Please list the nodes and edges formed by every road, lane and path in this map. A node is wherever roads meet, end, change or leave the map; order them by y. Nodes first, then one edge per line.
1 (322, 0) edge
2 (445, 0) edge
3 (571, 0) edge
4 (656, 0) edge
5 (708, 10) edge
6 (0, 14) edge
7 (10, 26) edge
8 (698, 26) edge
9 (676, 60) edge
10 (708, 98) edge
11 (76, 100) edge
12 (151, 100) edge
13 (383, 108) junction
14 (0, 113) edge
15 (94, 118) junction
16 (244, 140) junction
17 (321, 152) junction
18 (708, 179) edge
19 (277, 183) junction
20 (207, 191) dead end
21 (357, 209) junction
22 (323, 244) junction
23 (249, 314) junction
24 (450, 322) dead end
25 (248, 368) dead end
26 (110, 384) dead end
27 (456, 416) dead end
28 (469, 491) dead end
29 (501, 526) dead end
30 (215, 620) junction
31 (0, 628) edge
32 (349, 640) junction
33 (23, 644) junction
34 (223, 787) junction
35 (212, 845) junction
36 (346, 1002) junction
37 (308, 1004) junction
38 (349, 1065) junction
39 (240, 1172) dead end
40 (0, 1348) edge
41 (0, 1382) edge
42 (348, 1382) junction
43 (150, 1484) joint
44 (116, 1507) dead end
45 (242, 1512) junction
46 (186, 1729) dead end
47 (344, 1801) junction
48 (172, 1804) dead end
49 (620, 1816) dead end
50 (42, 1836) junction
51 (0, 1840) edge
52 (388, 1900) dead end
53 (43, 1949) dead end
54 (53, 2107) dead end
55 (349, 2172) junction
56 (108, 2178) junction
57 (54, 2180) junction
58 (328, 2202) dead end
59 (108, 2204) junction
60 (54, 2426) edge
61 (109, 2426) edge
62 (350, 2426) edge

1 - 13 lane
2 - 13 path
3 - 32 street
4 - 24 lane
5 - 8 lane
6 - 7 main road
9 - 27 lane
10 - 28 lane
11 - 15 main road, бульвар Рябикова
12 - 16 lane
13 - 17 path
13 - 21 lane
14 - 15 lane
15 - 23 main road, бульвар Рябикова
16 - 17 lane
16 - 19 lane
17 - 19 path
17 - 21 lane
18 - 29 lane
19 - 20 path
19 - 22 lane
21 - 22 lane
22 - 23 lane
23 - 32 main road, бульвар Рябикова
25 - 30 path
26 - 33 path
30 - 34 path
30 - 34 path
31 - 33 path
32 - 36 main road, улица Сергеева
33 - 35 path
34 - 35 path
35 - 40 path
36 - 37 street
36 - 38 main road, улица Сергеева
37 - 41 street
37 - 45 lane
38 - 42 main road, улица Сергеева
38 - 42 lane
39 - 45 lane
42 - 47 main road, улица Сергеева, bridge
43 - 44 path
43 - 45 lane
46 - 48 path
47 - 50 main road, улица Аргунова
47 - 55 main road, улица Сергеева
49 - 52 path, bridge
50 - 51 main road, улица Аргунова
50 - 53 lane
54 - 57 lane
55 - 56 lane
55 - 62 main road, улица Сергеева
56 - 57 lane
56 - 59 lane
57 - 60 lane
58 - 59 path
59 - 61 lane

_ _ _ _ _ _ _

- Goal of the exercise -
So that nothing is lost, transcribe each entry exactly as written.

- Solution for this problem -
Please list the nodes and edges formed by every road, lane and path in this map. A node is wherever roads meet, end, change or leave the map; order them by y. Nodes first, then one edge per line.
1 (322, 0) edge
2 (445, 0) edge
3 (571, 0) edge
4 (656, 0) edge
5 (708, 10) edge
6 (0, 14) edge
7 (10, 26) edge
8 (698, 26) edge
9 (676, 60) edge
10 (708, 98) edge
11 (76, 100) edge
12 (151, 100) edge
13 (383, 108) junction
14 (0, 113) edge
15 (94, 118) junction
16 (244, 140) junction
17 (321, 152) junction
18 (708, 179) edge
19 (277, 183) junction
20 (207, 191) dead end
21 (357, 209) junction
22 (323, 244) junction
23 (249, 314) junction
24 (450, 322) dead end
25 (248, 368) dead end
26 (110, 384) dead end
27 (456, 416) dead end
28 (469, 491) dead end
29 (501, 526) dead end
30 (215, 620) junction
31 (0, 628) edge
32 (349, 640) junction
33 (23, 644) junction
34 (223, 787) junction
35 (212, 845) junction
36 (346, 1002) junction
37 (308, 1004) junction
38 (349, 1065) junction
39 (240, 1172) dead end
40 (0, 1348) edge
41 (0, 1382) edge
42 (348, 1382) junction
43 (150, 1484) joint
44 (116, 1507) dead end
45 (242, 1512) junction
46 (186, 1729) dead end
47 (344, 1801) junction
48 (172, 1804) dead end
49 (620, 1816) dead end
50 (42, 1836) junction
51 (0, 1840) edge
52 (388, 1900) dead end
53 (43, 1949) dead end
54 (53, 2107) dead end
55 (349, 2172) junction
56 (108, 2178) junction
57 (54, 2180) junction
58 (328, 2202) dead end
59 (108, 2204) junction
60 (54, 2426) edge
61 (109, 2426) edge
62 (350, 2426) edge

1 - 13 lane
2 - 13 path
3 - 32 street
4 - 24 lane
5 - 8 lane
6 - 7 main road
9 - 27 lane
10 - 28 lane
11 - 15 main road, бульвар Рябикова
12 - 16 lane
13 - 17 path
13 - 21 lane
14 - 15 lane
15 - 23 main road, бульвар Рябикова
16 - 17 lane
16 - 19 lane
17 - 19 path
17 - 21 lane
18 - 29 lane
19 - 20 path
19 - 22 lane
21 - 22 lane
22 - 23 lane
23 - 32 main road, бульвар Рябикова
25 - 30 path
26 - 33 path
30 - 34 path
30 - 34 path
31 - 33 path
32 - 36 main road, улица Сергеева
33 - 35 path
34 - 35 path
35 - 40 path
36 - 37 street
36 - 38 main road, улица Сергеева
37 - 41 street
37 - 45 lane
38 - 42 main road, улица Сергеева
38 - 42 lane
39 - 45 lane
42 - 47 main road, улица Сергеева, bridge
43 - 44 path
43 - 45 lane
46 - 48 path
47 - 50 main road, улица Аргунова
47 - 55 main road, улица Сергеева
49 - 52 path, bridge
50 - 51 main road, улица Аргунова
50 - 53 lane
54 - 57 lane
55 - 56 lane
55 - 62 main road, улица Сергеева
56 - 57 lane
56 - 59 lane
57 - 60 lane
58 - 59 path
59 - 61 lane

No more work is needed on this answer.